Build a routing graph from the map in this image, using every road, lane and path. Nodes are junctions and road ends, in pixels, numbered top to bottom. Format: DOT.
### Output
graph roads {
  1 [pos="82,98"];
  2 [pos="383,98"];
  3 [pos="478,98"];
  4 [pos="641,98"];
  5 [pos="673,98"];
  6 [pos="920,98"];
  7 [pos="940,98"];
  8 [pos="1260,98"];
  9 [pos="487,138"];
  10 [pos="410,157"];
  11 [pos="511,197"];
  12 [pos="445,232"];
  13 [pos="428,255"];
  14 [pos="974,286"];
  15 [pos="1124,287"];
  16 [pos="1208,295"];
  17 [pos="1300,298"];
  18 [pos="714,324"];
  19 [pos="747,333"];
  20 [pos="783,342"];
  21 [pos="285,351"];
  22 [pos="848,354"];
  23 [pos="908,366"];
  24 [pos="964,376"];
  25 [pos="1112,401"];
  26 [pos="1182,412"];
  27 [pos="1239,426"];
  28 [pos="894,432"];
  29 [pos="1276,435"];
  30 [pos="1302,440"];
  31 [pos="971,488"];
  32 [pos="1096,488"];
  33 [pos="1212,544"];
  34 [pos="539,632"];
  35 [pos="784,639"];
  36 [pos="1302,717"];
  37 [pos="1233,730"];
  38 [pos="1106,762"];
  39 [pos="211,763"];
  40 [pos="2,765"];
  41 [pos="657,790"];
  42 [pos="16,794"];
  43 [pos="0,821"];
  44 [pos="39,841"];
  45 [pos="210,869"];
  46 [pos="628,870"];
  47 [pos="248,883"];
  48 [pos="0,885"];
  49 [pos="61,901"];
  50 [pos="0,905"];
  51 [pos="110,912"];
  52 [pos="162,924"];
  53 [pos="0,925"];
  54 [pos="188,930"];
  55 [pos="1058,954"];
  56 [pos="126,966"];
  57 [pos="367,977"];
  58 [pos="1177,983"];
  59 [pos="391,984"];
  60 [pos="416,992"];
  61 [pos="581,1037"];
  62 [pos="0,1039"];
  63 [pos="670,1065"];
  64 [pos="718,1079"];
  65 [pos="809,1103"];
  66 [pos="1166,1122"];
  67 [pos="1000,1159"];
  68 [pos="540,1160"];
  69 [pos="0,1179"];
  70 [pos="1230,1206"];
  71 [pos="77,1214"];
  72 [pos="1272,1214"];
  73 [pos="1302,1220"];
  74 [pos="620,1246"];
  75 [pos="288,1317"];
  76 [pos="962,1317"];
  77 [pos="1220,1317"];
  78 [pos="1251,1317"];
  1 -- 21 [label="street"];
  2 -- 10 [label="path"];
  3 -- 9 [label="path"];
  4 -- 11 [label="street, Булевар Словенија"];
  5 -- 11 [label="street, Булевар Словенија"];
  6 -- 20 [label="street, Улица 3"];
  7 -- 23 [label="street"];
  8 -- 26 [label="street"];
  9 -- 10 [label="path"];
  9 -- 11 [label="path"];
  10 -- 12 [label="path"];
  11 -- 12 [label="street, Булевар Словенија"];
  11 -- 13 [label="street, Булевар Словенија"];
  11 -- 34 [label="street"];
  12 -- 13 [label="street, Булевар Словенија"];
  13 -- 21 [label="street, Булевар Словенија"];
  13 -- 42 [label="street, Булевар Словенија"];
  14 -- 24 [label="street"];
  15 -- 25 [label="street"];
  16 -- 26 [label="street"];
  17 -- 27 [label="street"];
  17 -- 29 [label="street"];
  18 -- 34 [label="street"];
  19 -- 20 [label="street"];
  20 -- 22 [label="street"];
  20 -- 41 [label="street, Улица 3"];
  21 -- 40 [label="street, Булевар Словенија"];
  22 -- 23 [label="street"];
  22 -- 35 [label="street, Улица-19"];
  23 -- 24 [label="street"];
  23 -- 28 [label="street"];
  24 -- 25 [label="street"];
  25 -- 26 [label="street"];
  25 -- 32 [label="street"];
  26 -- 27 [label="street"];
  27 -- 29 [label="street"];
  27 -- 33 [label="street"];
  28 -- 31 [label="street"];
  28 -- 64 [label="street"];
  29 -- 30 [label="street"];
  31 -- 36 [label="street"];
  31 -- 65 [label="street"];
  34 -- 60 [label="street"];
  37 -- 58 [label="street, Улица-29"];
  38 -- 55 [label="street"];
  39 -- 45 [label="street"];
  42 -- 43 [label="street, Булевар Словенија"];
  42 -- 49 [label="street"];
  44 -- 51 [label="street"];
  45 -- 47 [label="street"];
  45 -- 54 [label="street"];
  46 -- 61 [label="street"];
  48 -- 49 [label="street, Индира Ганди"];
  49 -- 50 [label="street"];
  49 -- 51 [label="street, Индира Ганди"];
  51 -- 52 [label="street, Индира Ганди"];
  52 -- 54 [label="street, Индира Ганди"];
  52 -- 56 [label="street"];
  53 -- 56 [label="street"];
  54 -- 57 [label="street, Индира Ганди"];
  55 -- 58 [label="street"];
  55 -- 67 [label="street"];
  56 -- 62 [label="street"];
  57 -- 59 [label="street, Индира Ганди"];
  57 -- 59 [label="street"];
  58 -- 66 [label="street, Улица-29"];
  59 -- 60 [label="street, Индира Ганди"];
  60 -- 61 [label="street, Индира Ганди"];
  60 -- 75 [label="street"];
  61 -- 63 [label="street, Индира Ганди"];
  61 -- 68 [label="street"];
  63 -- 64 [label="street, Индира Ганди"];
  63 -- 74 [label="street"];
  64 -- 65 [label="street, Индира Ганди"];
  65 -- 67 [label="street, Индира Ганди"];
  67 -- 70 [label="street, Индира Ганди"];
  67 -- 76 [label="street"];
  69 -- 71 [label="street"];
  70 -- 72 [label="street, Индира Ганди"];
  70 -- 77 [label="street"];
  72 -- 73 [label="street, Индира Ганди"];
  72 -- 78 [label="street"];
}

_About this exercise_
For this exercise, copy each line from the listing above that has the word "path".

_Solution for this task_
Build a routing graph from the map in this image, using every road, lane and path. Nodes are junctions and road ends, in pixels, numbered top to bottom. Format: DOT.
  2 -- 10 [label="path"];
  3 -- 9 [label="path"];
  9 -- 10 [label="path"];
  9 -- 11 [label="path"];
  10 -- 12 [label="path"];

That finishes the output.